▶ **Work instructions**: The full set of entries below is to be returned unchanged.

▶ **Saved entries**:
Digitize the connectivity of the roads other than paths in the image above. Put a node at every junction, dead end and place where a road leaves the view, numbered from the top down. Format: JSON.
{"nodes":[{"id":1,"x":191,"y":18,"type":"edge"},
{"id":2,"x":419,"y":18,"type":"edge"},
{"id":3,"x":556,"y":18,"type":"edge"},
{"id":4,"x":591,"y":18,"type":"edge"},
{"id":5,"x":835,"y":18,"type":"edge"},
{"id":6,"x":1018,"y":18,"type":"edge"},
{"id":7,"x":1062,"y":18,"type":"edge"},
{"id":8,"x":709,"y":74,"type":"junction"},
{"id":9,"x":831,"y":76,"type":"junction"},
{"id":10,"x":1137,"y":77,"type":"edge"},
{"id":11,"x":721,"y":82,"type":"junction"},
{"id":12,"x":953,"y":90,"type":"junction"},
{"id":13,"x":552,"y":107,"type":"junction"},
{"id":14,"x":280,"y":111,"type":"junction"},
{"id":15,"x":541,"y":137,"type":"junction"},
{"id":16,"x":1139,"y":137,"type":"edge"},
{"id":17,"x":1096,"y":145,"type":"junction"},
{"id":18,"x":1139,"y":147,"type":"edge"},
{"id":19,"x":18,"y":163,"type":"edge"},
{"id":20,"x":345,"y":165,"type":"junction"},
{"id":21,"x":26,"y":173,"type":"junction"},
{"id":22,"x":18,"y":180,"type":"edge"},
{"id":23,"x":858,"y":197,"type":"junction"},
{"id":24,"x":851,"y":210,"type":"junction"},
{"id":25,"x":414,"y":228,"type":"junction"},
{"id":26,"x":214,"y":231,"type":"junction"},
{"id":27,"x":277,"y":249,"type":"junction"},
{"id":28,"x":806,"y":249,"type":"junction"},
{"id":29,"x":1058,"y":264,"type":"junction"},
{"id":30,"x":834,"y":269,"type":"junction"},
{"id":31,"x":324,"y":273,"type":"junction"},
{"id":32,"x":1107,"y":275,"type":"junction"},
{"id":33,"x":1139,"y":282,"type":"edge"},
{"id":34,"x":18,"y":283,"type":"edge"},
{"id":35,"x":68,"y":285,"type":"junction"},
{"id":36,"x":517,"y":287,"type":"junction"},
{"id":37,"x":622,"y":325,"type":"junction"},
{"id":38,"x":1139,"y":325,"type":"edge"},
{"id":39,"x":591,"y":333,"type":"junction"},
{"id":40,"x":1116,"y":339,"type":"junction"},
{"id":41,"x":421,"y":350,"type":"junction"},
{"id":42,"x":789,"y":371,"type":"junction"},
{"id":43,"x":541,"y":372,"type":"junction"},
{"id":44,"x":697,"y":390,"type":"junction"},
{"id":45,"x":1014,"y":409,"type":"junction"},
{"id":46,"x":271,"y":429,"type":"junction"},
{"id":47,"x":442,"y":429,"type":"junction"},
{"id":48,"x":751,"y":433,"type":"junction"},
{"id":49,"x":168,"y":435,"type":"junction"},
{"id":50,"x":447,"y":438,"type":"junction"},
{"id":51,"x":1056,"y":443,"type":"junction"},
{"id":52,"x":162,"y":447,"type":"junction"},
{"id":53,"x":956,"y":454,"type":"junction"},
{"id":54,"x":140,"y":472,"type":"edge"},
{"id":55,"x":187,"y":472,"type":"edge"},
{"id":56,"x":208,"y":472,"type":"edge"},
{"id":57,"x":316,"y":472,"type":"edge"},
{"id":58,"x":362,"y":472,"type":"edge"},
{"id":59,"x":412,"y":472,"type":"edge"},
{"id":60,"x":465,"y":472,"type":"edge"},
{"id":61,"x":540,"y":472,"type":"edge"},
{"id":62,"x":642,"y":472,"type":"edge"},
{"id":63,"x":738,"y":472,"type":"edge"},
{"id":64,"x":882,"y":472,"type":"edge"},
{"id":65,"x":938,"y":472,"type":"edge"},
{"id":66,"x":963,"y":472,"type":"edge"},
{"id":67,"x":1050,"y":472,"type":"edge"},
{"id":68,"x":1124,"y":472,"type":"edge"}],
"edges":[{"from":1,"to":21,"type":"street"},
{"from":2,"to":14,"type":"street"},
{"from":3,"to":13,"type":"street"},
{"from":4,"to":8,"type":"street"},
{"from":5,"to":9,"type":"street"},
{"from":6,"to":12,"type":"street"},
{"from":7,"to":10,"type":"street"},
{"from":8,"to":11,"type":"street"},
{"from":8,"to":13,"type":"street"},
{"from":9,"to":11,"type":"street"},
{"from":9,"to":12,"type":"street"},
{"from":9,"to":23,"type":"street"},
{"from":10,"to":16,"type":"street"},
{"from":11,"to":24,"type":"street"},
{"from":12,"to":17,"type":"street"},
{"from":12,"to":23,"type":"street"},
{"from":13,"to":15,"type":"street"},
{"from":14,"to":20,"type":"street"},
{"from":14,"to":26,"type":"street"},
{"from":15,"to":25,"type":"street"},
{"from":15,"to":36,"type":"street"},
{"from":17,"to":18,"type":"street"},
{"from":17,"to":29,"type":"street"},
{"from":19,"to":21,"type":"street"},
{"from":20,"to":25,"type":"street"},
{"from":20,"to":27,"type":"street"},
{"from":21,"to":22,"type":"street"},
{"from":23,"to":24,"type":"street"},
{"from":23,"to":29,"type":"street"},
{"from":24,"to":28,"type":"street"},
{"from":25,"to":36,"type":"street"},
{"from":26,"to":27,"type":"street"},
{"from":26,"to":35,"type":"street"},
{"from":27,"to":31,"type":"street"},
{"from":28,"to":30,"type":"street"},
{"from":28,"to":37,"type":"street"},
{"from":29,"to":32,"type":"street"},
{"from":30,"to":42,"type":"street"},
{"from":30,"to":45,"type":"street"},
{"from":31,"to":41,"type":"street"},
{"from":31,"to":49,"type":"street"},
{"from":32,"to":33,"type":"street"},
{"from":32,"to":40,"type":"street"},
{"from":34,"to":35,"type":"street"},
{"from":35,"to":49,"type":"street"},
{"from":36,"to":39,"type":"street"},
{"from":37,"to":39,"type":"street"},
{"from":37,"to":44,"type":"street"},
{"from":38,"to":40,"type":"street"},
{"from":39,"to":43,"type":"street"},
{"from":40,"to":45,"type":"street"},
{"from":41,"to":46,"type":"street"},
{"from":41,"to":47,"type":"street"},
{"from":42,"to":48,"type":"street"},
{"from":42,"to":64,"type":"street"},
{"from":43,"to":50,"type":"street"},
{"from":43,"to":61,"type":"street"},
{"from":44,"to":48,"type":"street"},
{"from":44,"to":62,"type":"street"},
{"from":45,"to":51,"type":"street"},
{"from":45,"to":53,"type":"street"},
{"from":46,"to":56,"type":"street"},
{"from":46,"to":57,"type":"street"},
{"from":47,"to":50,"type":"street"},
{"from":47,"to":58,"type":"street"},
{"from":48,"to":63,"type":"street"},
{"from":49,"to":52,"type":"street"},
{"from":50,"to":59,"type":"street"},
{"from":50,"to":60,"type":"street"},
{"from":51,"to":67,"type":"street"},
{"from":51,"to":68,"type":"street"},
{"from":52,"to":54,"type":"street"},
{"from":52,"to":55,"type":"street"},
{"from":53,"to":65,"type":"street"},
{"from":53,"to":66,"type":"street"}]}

▶ **Answer for this exercise**:
Digitize the connectivity of the roads other than paths in the image above. Put a node at every junction, dead end and place where a road leaves the view, numbered from the top down. Format: JSON.
{"nodes":[{"id":1,"x":191,"y":18,"type":"edge"},
{"id":2,"x":419,"y":18,"type":"edge"},
{"id":3,"x":556,"y":18,"type":"edge"},
{"id":4,"x":591,"y":18,"type":"edge"},
{"id":5,"x":835,"y":18,"type":"edge"},
{"id":6,"x":1018,"y":18,"type":"edge"},
{"id":7,"x":1062,"y":18,"type":"edge"},
{"id":8,"x":709,"y":74,"type":"junction"},
{"id":9,"x":831,"y":76,"type":"junction"},
{"id":10,"x":1137,"y":77,"type":"edge"},
{"id":11,"x":721,"y":82,"type":"junction"},
{"id":12,"x":953,"y":90,"type":"junction"},
{"id":13,"x":552,"y":107,"type":"junction"},
{"id":14,"x":280,"y":111,"type":"junction"},
{"id":15,"x":541,"y":137,"type":"junction"},
{"id":16,"x":1139,"y":137,"type":"edge"},
{"id":17,"x":1096,"y":145,"type":"junction"},
{"id":18,"x":1139,"y":147,"type":"edge"},
{"id":19,"x":18,"y":163,"type":"edge"},
{"id":20,"x":345,"y":165,"type":"junction"},
{"id":21,"x":26,"y":173,"type":"junction"},
{"id":22,"x":18,"y":180,"type":"edge"},
{"id":23,"x":858,"y":197,"type":"junction"},
{"id":24,"x":851,"y":210,"type":"junction"},
{"id":25,"x":414,"y":228,"type":"junction"},
{"id":26,"x":214,"y":231,"type":"junction"},
{"id":27,"x":277,"y":249,"type":"junction"},
{"id":28,"x":806,"y":249,"type":"junction"},
{"id":29,"x":1058,"y":264,"type":"junction"},
{"id":30,"x":834,"y":269,"type":"junction"},
{"id":31,"x":324,"y":273,"type":"junction"},
{"id":32,"x":1107,"y":275,"type":"junction"},
{"id":33,"x":1139,"y":282,"type":"edge"},
{"id":34,"x":18,"y":283,"type":"edge"},
{"id":35,"x":68,"y":285,"type":"junction"},
{"id":36,"x":517,"y":287,"type":"junction"},
{"id":37,"x":622,"y":325,"type":"junction"},
{"id":38,"x":1139,"y":325,"type":"edge"},
{"id":39,"x":591,"y":333,"type":"junction"},
{"id":40,"x":1116,"y":339,"type":"junction"},
{"id":41,"x":421,"y":350,"type":"junction"},
{"id":42,"x":789,"y":371,"type":"junction"},
{"id":43,"x":541,"y":372,"type":"junction"},
{"id":44,"x":697,"y":390,"type":"junction"},
{"id":45,"x":1014,"y":409,"type":"junction"},
{"id":46,"x":271,"y":429,"type":"junction"},
{"id":47,"x":442,"y":429,"type":"junction"},
{"id":48,"x":751,"y":433,"type":"junction"},
{"id":49,"x":168,"y":435,"type":"junction"},
{"id":50,"x":447,"y":438,"type":"junction"},
{"id":51,"x":1056,"y":443,"type":"junction"},
{"id":52,"x":162,"y":447,"type":"junction"},
{"id":53,"x":956,"y":454,"type":"junction"},
{"id":54,"x":140,"y":472,"type":"edge"},
{"id":55,"x":187,"y":472,"type":"edge"},
{"id":56,"x":208,"y":472,"type":"edge"},
{"id":57,"x":316,"y":472,"type":"edge"},
{"id":58,"x":362,"y":472,"type":"edge"},
{"id":59,"x":412,"y":472,"type":"edge"},
{"id":60,"x":465,"y":472,"type":"edge"},
{"id":61,"x":540,"y":472,"type":"edge"},
{"id":62,"x":642,"y":472,"type":"edge"},
{"id":63,"x":738,"y":472,"type":"edge"},
{"id":64,"x":882,"y":472,"type":"edge"},
{"id":65,"x":938,"y":472,"type":"edge"},
{"id":66,"x":963,"y":472,"type":"edge"},
{"id":67,"x":1050,"y":472,"type":"edge"},
{"id":68,"x":1124,"y":472,"type":"edge"}],
"edges":[{"from":1,"to":21,"type":"street"},
{"from":2,"to":14,"type":"street"},
{"from":3,"to":13,"type":"street"},
{"from":4,"to":8,"type":"street"},
{"from":5,"to":9,"type":"street"},
{"from":6,"to":12,"type":"street"},
{"from":7,"to":10,"type":"street"},
{"from":8,"to":11,"type":"street"},
{"from":8,"to":13,"type":"street"},
{"from":9,"to":11,"type":"street"},
{"from":9,"to":12,"type":"street"},
{"from":9,"to":23,"type":"street"},
{"from":10,"to":16,"type":"street"},
{"from":11,"to":24,"type":"street"},
{"from":12,"to":17,"type":"street"},
{"from":12,"to":23,"type":"street"},
{"from":13,"to":15,"type":"street"},
{"from":14,"to":20,"type":"street"},
{"from":14,"to":26,"type":"street"},
{"from":15,"to":25,"type":"street"},
{"from":15,"to":36,"type":"street"},
{"from":17,"to":18,"type":"street"},
{"from":17,"to":29,"type":"street"},
{"from":19,"to":21,"type":"street"},
{"from":20,"to":25,"type":"street"},
{"from":20,"to":27,"type":"street"},
{"from":21,"to":22,"type":"street"},
{"from":23,"to":24,"type":"street"},
{"from":23,"to":29,"type":"street"},
{"from":24,"to":28,"type":"street"},
{"from":25,"to":36,"type":"street"},
{"from":26,"to":27,"type":"street"},
{"from":26,"to":35,"type":"street"},
{"from":27,"to":31,"type":"street"},
{"from":28,"to":30,"type":"street"},
{"from":28,"to":37,"type":"street"},
{"from":29,"to":32,"type":"street"},
{"from":30,"to":42,"type":"street"},
{"from":30,"to":45,"type":"street"},
{"from":31,"to":41,"type":"street"},
{"from":31,"to":49,"type":"street"},
{"from":32,"to":33,"type":"street"},
{"from":32,"to":40,"type":"street"},
{"from":34,"to":35,"type":"street"},
{"from":35,"to":49,"type":"street"},
{"from":36,"to":39,"type":"street"},
{"from":37,"to":39,"type":"street"},
{"from":37,"to":44,"type":"street"},
{"from":38,"to":40,"type":"street"},
{"from":39,"to":43,"type":"street"},
{"from":40,"to":45,"type":"street"},
{"from":41,"to":46,"type":"street"},
{"from":41,"to":47,"type":"street"},
{"from":42,"to":48,"type":"street"},
{"from":42,"to":64,"type":"street"},
{"from":43,"to":50,"type":"street"},
{"from":43,"to":61,"type":"street"},
{"from":44,"to":48,"type":"street"},
{"from":44,"to":62,"type":"street"},
{"from":45,"to":51,"type":"street"},
{"from":45,"to":53,"type":"street"},
{"from":46,"to":56,"type":"street"},
{"from":46,"to":57,"type":"street"},
{"from":47,"to":50,"type":"street"},
{"from":47,"to":58,"type":"street"},
{"from":48,"to":63,"type":"street"},
{"from":49,"to":52,"type":"street"},
{"from":50,"to":59,"type":"street"},
{"from":50,"to":60,"type":"street"},
{"from":51,"to":67,"type":"street"},
{"from":51,"to":68,"type":"street"},
{"from":52,"to":54,"type":"street"},
{"from":52,"to":55,"type":"street"},
{"from":53,"to":65,"type":"street"},
{"from":53,"to":66,"type":"street"}]}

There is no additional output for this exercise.